In general, the flexibility of an LLP makes it a better choice compared to an LLC or different company entity. Like an LLC, the LLP itself is a flow-through entity for tax purposes. Partners obtain untaxed income and pay taxes individually, thus avoiding double taxation. Both an LLC and LLP are preferable to a company, which is taxed as an entity, after which its shareholders are again taxed once more on individual earnings. Tax strategy is an important consideration when deciding to go with an LLP.
How Limited Is Limited Liability?
Generally, your private property as a partner will be protected against any legal motion in an LLP. Generally, the liability is limited in the sense that you'll lose your investments in the partnership or business, but not your private property. The partnership is the primary goal for any lawsuit, although some partners may very well be personally liable for negligence.
Are There Advantages to a Limited Liability Partnership?

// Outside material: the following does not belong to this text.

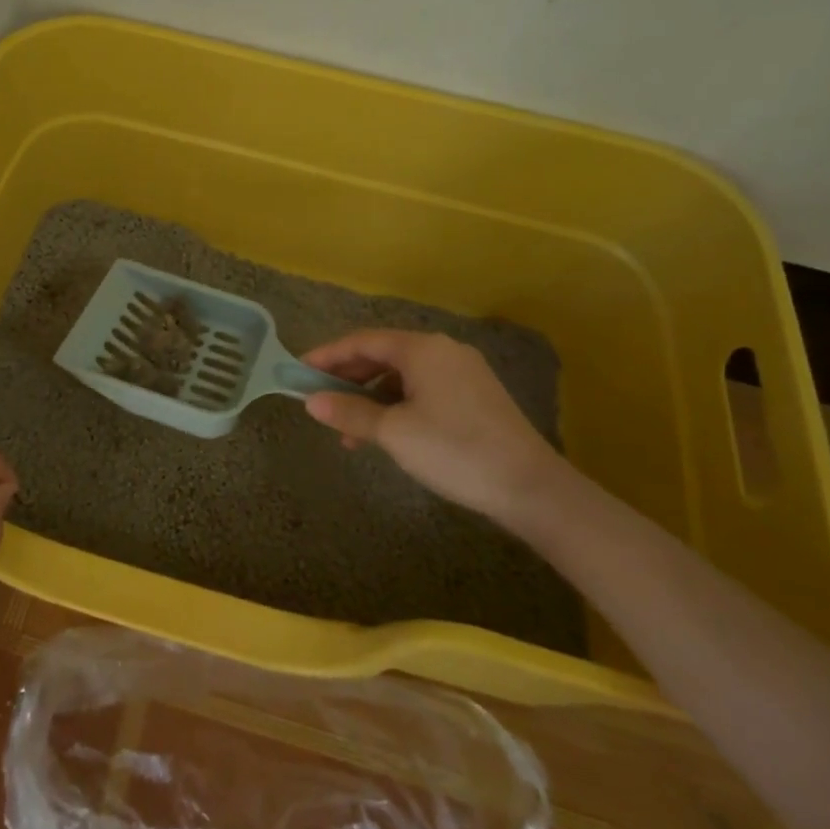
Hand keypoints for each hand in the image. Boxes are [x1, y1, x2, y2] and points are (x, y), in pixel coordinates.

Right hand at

Since all members of an LLP are partners, different legal guidelines don't typically come into play among the individual partners, unless they are a silent partner.
What Are Disadvantages of a Limited Liability Partnership?
Limited liability partnerships (LLPs) are treated differently from state to state. For example, some states will acknowledge LLPs formed in another state, while some do not. A state that does not, will likely treat that entity as a normal partnership in terms of legal responsibilities and regulations. Interestingly, other state LLPs are often referred to as overseas LLPs.
How Are Limited Liability Partnerships Different?
Restricted partners don't have an active role in the day to day management of an enterprise. Restricted partners typically contribute financially to the enterprise, however, have minimal management over enterprise choices or operations. They usually can't bind the partnership to business proposals. Restricted partners, as a rule, shouldn't have to pay self-employment taxes. Their share of partnership revenue is just not thought of as "earned revenue" in terms of self-employment taxes.